[Provided material — start]

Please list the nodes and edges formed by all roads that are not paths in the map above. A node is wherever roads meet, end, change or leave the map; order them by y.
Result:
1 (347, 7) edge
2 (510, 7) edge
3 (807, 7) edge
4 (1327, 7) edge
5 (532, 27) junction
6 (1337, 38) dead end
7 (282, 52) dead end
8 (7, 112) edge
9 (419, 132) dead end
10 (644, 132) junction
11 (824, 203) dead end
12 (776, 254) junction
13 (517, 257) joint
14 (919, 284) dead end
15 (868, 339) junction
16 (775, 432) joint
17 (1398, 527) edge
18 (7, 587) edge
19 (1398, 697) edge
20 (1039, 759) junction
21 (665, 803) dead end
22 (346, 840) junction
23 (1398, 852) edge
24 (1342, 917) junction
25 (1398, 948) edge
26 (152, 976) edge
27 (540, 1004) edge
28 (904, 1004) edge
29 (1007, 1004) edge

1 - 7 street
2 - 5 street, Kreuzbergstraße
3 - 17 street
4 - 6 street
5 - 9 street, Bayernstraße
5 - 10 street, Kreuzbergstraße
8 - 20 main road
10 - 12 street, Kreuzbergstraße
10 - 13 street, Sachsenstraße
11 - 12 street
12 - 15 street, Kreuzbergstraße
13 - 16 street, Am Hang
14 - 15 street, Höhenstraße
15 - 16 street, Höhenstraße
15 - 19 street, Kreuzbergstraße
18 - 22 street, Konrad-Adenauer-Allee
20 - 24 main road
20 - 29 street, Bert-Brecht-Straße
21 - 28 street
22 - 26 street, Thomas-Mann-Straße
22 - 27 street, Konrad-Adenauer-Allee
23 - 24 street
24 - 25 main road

[Provided material — finish]
[Provided material — start]

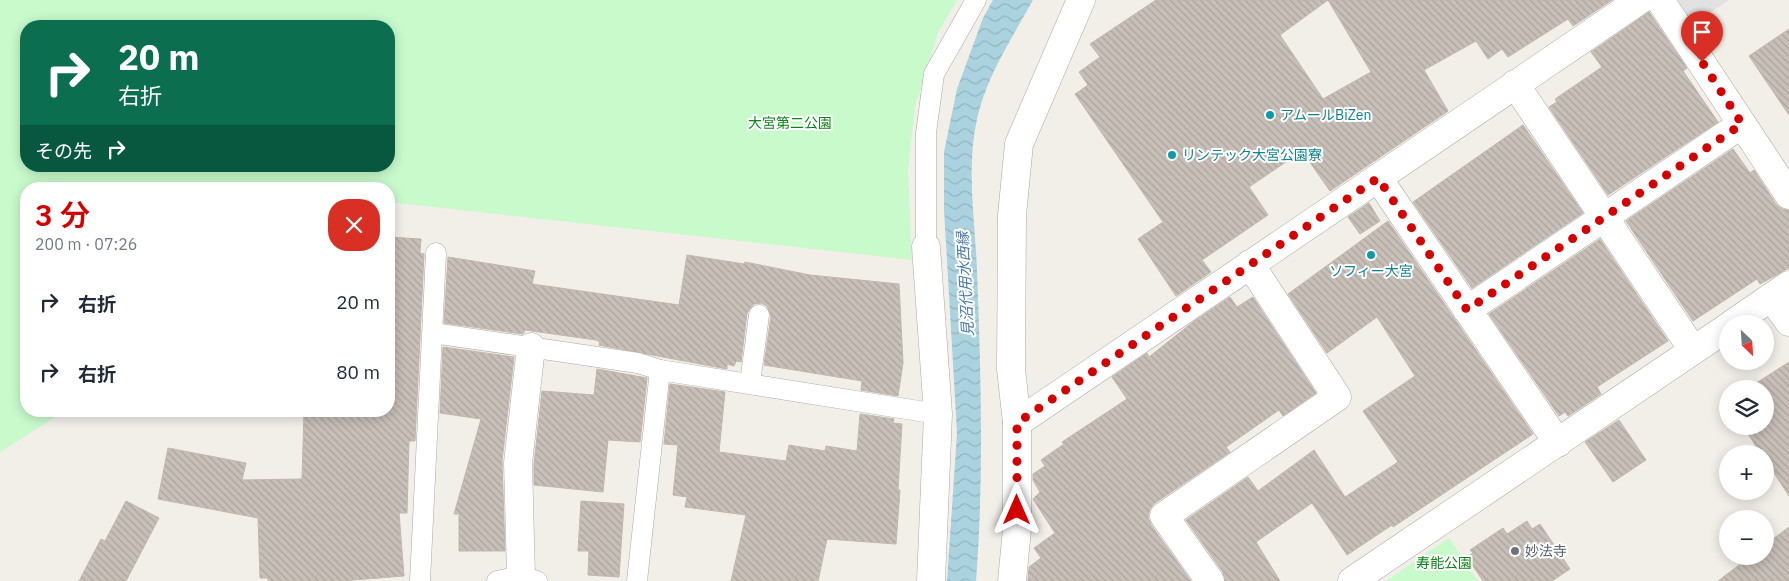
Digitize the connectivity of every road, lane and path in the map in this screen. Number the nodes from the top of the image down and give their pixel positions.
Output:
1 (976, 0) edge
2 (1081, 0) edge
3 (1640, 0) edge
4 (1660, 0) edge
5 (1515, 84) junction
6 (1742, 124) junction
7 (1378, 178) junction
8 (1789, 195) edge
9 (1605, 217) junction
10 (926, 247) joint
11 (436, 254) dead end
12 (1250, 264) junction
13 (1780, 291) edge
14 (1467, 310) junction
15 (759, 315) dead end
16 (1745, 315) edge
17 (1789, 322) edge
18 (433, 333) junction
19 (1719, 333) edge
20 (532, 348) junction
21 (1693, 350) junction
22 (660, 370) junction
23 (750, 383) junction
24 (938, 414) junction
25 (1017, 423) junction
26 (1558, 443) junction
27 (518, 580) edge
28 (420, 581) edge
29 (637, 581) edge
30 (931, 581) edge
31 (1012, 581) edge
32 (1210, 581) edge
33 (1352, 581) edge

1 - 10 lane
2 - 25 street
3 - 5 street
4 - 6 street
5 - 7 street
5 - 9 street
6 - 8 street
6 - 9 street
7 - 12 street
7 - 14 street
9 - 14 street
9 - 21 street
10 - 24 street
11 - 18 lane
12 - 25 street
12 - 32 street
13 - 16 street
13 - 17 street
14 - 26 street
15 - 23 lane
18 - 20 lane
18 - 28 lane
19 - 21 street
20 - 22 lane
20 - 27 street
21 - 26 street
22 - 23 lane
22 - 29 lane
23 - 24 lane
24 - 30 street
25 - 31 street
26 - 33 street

[Provided material — finish]
[Provided material — start]

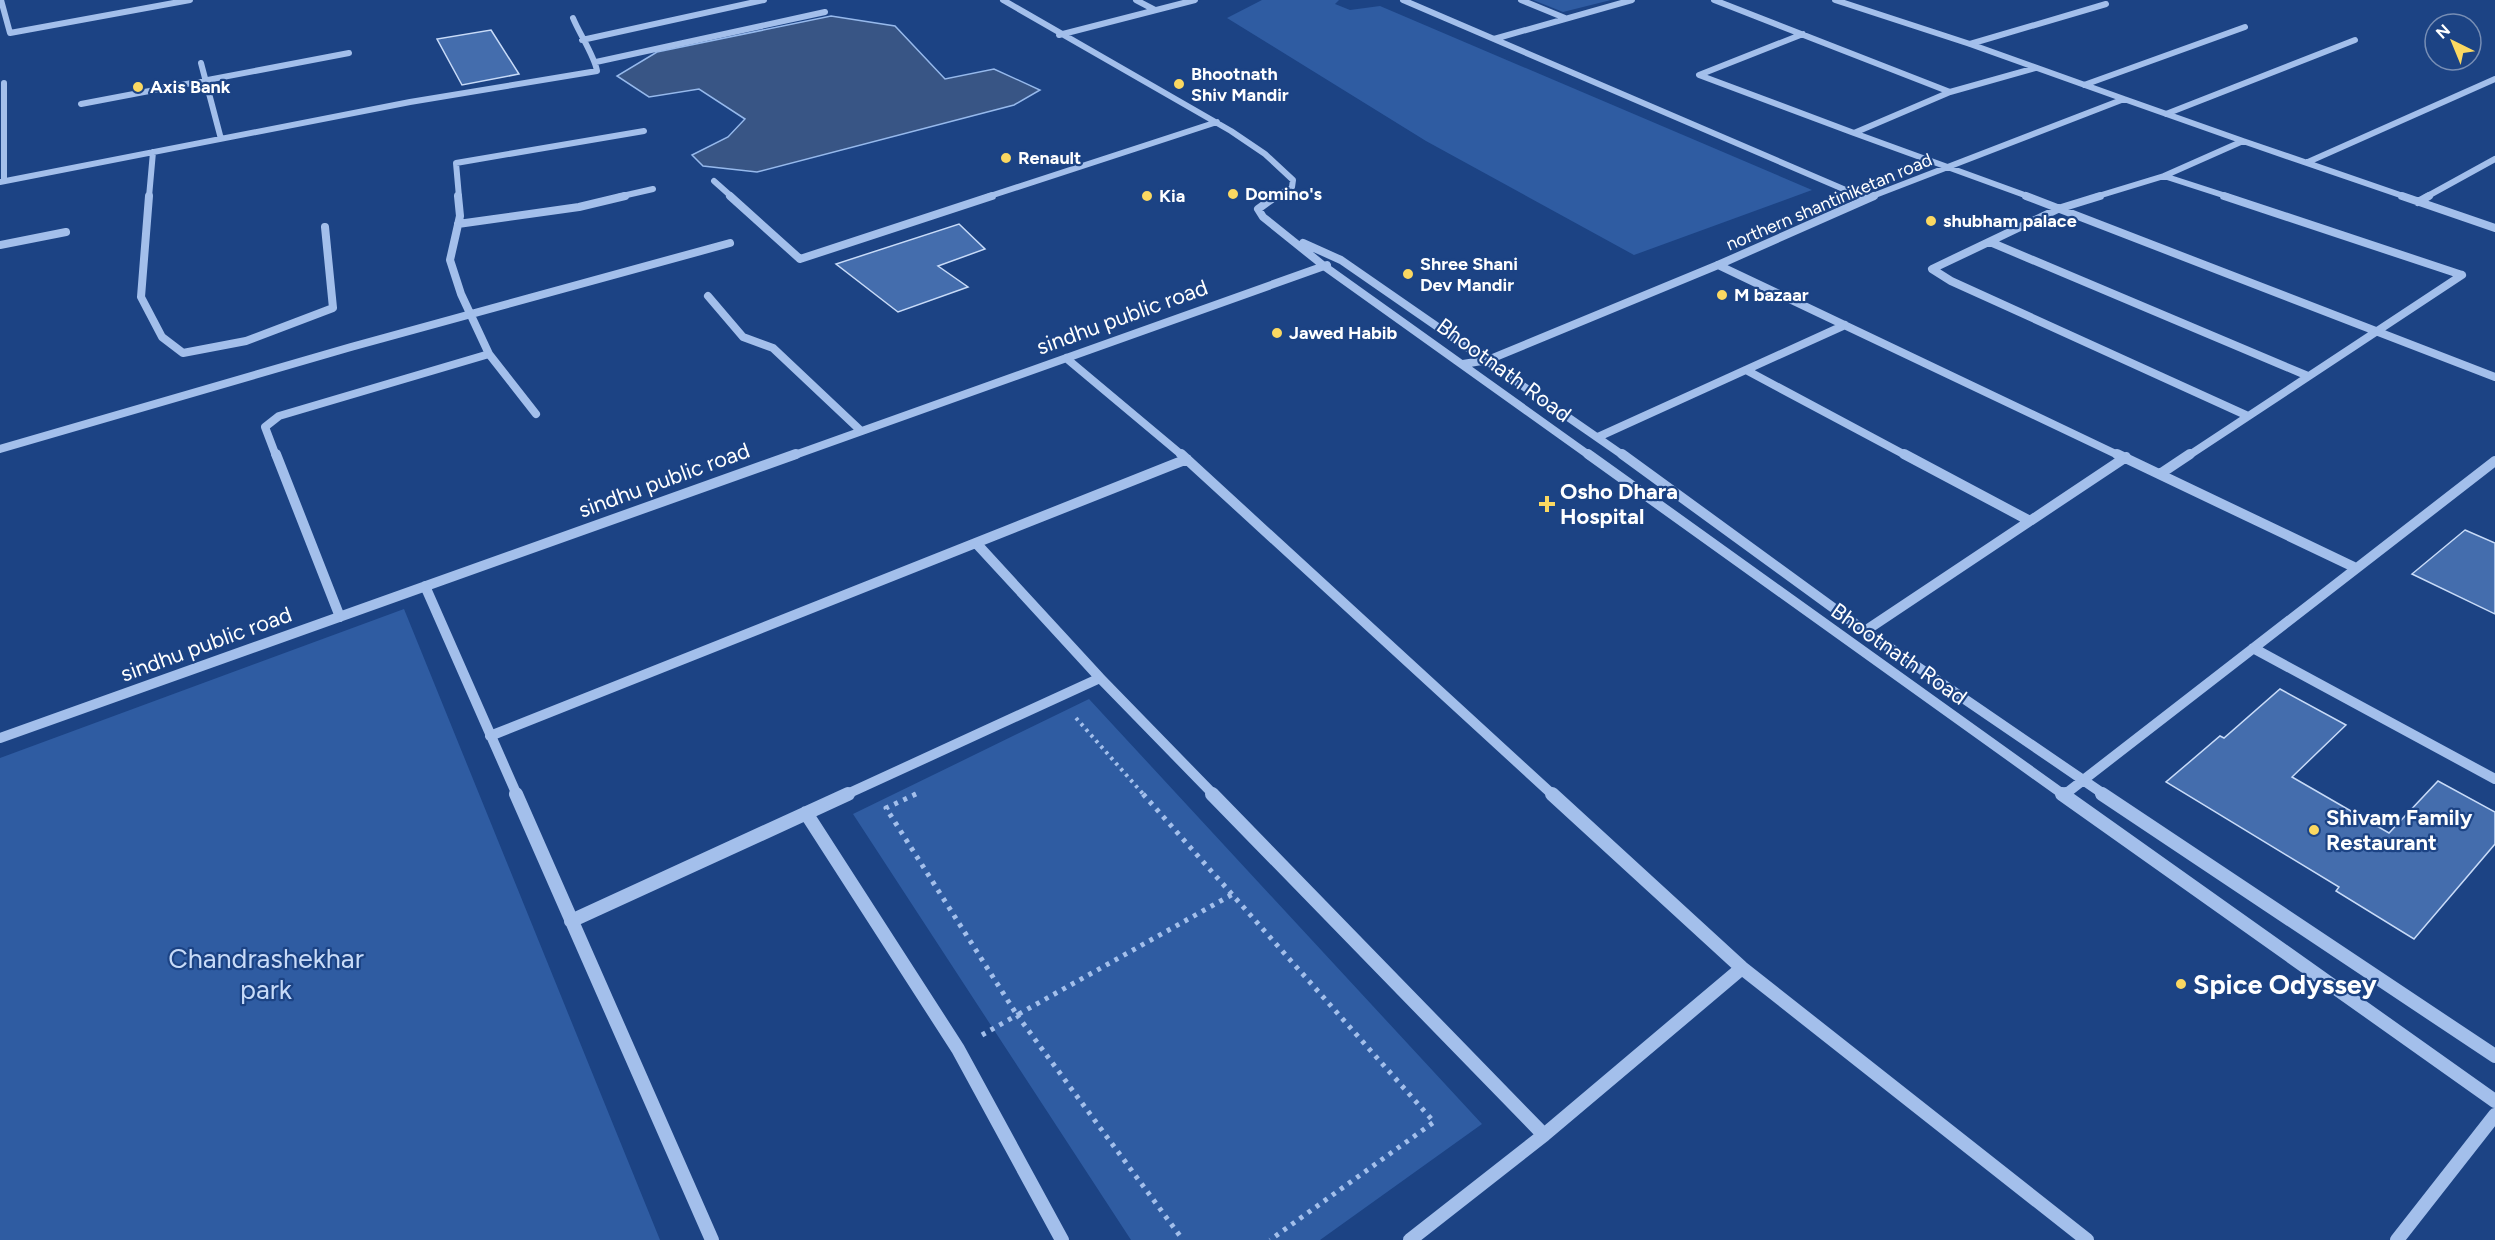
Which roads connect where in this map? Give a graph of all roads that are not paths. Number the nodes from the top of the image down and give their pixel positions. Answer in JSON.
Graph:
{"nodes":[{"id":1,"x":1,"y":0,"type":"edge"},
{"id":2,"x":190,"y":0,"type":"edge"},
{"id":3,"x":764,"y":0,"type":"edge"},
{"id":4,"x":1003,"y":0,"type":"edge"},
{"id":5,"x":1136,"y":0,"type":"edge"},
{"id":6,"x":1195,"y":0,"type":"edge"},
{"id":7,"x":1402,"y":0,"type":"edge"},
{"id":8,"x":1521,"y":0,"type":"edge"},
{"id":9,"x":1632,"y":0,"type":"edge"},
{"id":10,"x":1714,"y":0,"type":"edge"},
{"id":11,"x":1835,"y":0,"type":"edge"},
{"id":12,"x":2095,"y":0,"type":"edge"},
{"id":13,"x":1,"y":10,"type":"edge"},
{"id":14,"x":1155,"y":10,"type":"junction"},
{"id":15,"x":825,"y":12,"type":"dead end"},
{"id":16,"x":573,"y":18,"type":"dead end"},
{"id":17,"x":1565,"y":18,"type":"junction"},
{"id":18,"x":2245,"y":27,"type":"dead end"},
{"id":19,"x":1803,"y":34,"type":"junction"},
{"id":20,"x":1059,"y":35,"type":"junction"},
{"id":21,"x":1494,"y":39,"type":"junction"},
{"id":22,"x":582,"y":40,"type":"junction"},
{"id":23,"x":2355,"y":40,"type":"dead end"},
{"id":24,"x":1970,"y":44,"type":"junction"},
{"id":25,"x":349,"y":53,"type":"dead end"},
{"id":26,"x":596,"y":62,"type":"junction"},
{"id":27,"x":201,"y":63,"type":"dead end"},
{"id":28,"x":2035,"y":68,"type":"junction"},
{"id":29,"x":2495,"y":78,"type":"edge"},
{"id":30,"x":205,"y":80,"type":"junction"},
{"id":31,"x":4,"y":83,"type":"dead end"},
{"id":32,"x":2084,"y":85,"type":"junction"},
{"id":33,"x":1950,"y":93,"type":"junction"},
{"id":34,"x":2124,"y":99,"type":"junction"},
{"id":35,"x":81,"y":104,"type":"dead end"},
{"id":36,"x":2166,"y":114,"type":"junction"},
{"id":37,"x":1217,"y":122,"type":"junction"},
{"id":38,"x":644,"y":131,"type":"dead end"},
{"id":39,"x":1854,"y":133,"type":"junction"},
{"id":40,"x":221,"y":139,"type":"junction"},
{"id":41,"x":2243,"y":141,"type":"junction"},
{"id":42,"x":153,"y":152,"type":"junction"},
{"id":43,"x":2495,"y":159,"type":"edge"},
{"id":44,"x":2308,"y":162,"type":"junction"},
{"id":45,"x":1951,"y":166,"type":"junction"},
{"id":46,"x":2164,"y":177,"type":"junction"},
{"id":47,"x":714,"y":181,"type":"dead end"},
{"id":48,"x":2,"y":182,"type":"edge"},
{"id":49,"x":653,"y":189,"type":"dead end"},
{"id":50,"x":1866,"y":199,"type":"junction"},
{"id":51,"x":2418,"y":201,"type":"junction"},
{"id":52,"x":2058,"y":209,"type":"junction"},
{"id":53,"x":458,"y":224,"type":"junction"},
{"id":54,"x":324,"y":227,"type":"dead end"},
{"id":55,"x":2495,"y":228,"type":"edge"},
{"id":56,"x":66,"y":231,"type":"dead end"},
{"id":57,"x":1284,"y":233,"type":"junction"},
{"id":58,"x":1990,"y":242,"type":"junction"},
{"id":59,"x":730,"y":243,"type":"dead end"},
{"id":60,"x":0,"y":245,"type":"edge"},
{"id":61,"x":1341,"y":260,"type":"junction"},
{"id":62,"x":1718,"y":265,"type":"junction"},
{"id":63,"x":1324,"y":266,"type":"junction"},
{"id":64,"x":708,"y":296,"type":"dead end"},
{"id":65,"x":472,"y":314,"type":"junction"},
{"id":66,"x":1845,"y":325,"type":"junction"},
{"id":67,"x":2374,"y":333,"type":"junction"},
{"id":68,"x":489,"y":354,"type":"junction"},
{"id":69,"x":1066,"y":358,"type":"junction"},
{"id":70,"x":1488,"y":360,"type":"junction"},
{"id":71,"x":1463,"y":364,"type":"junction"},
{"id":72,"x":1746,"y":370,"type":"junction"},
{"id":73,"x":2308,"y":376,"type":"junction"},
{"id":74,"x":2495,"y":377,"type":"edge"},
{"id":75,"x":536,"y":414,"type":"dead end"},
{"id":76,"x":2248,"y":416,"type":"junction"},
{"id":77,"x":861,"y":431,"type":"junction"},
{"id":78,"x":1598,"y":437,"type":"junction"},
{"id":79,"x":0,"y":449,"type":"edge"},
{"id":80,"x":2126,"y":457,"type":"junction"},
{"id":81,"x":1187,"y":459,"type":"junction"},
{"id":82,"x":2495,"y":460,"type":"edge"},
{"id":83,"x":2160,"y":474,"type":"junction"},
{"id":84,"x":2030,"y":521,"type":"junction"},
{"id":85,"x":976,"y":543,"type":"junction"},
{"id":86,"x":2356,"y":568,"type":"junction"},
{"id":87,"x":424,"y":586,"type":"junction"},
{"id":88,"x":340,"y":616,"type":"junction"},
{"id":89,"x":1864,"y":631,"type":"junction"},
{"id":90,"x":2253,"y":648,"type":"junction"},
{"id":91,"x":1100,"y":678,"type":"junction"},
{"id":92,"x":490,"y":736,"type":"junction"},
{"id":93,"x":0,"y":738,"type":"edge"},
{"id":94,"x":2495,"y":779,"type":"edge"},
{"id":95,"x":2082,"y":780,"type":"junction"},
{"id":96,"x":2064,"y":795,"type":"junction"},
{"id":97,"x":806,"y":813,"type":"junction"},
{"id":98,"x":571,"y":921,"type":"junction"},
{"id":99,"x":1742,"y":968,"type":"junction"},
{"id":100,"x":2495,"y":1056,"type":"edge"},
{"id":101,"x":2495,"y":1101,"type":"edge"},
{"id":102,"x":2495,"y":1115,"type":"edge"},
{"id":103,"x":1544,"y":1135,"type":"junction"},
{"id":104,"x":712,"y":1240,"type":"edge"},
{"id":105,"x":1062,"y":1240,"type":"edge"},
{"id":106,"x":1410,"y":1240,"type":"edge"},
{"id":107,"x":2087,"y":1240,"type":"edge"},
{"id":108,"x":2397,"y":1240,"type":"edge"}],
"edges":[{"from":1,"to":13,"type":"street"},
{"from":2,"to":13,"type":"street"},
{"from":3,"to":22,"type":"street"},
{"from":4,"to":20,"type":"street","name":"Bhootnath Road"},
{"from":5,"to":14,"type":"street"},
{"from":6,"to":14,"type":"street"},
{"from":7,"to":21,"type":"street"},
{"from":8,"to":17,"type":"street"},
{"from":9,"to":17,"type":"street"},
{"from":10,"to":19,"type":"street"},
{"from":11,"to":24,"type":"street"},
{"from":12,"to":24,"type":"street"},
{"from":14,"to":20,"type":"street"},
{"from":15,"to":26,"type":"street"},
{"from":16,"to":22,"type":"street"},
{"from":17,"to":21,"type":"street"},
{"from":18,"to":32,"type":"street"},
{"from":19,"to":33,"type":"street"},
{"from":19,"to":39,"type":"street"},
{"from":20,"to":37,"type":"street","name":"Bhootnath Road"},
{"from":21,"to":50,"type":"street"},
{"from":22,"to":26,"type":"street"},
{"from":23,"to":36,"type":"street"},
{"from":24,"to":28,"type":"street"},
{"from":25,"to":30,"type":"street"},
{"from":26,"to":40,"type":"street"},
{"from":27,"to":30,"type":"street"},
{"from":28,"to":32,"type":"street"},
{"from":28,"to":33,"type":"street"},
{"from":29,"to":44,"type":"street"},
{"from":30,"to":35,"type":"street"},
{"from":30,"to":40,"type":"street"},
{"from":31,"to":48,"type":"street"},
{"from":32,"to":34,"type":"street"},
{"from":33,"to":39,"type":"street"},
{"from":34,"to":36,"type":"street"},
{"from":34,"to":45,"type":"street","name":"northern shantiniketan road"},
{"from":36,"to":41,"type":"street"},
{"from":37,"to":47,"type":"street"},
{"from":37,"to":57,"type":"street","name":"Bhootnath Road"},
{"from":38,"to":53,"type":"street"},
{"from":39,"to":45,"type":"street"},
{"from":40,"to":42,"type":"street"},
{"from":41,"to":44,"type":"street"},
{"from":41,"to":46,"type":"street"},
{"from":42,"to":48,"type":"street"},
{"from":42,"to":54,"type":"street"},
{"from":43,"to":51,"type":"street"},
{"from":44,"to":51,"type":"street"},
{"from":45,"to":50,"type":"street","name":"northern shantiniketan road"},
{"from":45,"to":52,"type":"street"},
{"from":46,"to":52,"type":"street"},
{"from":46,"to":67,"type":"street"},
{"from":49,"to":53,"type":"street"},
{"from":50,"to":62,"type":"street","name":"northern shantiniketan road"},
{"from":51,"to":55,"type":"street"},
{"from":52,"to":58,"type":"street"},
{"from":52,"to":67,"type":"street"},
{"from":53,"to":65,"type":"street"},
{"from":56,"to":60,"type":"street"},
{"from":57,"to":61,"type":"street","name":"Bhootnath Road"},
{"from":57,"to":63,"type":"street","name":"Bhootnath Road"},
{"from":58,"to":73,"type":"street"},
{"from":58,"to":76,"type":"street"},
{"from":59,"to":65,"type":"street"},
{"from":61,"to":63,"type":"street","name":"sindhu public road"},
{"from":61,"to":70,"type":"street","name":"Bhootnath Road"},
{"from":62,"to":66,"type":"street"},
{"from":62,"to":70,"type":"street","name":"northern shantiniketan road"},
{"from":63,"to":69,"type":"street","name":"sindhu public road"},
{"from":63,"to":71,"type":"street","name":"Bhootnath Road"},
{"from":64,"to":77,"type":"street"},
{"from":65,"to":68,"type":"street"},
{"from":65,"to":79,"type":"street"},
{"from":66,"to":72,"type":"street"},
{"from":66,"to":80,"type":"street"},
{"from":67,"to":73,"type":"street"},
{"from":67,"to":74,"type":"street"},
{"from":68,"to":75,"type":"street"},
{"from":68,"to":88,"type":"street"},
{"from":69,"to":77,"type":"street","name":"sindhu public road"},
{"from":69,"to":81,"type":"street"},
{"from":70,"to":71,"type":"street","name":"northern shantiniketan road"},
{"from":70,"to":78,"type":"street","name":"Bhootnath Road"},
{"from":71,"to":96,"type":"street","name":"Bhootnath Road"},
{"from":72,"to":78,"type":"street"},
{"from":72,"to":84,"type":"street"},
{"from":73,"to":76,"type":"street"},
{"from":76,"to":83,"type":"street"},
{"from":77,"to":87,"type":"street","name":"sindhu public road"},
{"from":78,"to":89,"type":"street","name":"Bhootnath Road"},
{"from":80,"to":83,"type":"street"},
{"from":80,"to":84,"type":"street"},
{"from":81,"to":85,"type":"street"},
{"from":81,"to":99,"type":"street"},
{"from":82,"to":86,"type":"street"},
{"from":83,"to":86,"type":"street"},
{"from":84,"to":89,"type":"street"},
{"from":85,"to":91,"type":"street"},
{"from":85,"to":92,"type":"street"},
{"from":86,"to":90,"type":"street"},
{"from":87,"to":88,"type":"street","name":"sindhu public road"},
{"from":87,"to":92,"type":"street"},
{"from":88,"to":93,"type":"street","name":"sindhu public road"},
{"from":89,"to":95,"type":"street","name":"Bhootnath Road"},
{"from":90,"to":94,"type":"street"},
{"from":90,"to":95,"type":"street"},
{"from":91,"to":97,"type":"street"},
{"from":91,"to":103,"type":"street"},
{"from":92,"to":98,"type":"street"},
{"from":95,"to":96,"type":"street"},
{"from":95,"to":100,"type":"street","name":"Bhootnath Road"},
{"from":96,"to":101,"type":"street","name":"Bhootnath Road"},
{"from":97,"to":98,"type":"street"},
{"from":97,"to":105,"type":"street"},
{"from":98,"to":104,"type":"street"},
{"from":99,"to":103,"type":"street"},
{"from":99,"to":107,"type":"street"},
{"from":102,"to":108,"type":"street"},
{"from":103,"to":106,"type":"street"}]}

[Provided material — finish]

Exercise requirements:
Could you return the lines in the entries above that contain "lane"?

Solution:
Digitize the connectivity of every road, lane and path in the map in this screen. Number the nodes from the top of the image down and give their pixel positions.
1 - 10 lane
11 - 18 lane
15 - 23 lane
18 - 20 lane
18 - 28 lane
20 - 22 lane
22 - 23 lane
22 - 29 lane
23 - 24 lane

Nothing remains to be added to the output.